Biden funded new factories and infrastructure projects, but Trump might get to cut the ribbons

WASHINGTON (AP) — All that's left is for President-elect Donald Trump to put his name on it — if he wants.

Trump won the White House in large part because of voters' frustration with high prices and a sense that the United States needs major changes. But when he enters office in January, Trump will inherit an economy primed for growth.

The unemployment rate is low, inflation is easing and President Joe Biden's administration has teed-up a ready-made list of infrastructure projects that could go from theoretical to reality over the next several years. There’s the TSMC computer chip plant in Arizona, the new Hyundai electric vehicle factory in Georgia and a modernized I-375 in Michigan, among thousands of projects under way that will take years to complete.

All of that means it could be Trump, rather than Biden, who gets to tell Americans that he built the country back better. If he decides to let the projects proceed, that is.

Biden, himself, acknowledged last week that the positive economic impacts from his policies would occur after his term ends in January.

“Much of the work we’ve done is already being felt by the American people, but the vast majority will not be felt, will be felt over the next 10 years,” he said in remarks in the Rose Garden. “It’s going to take time, but it’s there. The road ahead is clear.”

Trump wants to reverse Biden's policies, but construction is already ongoing

While Trump on the campaign trail railed against Biden's record, he has offered few details on what initiatives he might scrap.

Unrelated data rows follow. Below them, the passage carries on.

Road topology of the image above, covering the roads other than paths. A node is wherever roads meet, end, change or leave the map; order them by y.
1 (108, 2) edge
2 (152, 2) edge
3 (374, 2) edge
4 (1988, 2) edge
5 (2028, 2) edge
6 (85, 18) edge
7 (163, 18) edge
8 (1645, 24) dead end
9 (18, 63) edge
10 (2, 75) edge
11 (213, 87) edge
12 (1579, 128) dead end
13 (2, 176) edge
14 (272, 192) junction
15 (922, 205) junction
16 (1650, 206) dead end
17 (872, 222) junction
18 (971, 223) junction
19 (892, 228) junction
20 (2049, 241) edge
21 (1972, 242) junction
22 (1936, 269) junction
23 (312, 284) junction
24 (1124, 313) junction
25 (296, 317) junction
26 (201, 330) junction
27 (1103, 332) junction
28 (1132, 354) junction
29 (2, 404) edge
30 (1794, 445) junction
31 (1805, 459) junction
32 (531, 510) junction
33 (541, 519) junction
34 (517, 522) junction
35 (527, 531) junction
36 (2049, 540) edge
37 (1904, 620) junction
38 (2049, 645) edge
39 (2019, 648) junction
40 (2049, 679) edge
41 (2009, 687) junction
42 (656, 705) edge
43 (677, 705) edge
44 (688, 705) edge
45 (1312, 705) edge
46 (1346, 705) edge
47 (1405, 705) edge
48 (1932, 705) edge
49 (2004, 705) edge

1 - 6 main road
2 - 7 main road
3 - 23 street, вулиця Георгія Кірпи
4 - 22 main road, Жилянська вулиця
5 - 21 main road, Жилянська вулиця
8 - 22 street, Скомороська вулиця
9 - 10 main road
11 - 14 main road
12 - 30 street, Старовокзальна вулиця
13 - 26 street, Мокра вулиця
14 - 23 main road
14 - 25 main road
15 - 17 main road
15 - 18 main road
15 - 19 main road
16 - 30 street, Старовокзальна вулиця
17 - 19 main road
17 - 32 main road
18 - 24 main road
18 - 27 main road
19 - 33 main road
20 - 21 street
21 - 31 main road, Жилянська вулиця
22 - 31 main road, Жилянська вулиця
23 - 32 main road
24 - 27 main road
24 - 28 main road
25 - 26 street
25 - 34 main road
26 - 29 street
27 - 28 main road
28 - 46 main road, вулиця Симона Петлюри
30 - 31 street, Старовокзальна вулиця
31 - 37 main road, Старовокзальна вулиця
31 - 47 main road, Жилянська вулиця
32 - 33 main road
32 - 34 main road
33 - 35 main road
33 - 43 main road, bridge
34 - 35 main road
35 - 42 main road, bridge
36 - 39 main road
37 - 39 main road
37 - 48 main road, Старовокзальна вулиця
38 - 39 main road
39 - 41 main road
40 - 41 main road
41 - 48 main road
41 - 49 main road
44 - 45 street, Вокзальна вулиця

Trump said in September that he would “rescind all unspent funds under the misnamed Inflation Reduction Act ” and said on Joe Rogan’s podcast that tariffs would do more for manufacturing than the funding provided by the CHIPS and Science Act.

But Biden aides privately told The Associated Press that they expect Trump to continue the planned projects and take credit for Biden's accomplishments, just like the Republicans in Congress who’ve celebrated plant openings and infrastructure developments in their districts but voted against them.

The administration has spent millions of dollars to put up road signs to promote Biden's role in the projects; all Trump would need to do is re-label them with his own name. Biden aides feel confident that Trump won’t want to cut programs that are helping states he won in this year’s election even if Republicans try for a token repeal of some provisions in order to help fund some of their own tax cut plans.

When asked about this possibility, Karoline Leavitt, spokeswoman for the Trump-Vance transition, said: “The American people re-elected President Trump by a resounding margin giving him a mandate to implement the promises he made on the campaign trail. He will deliver.”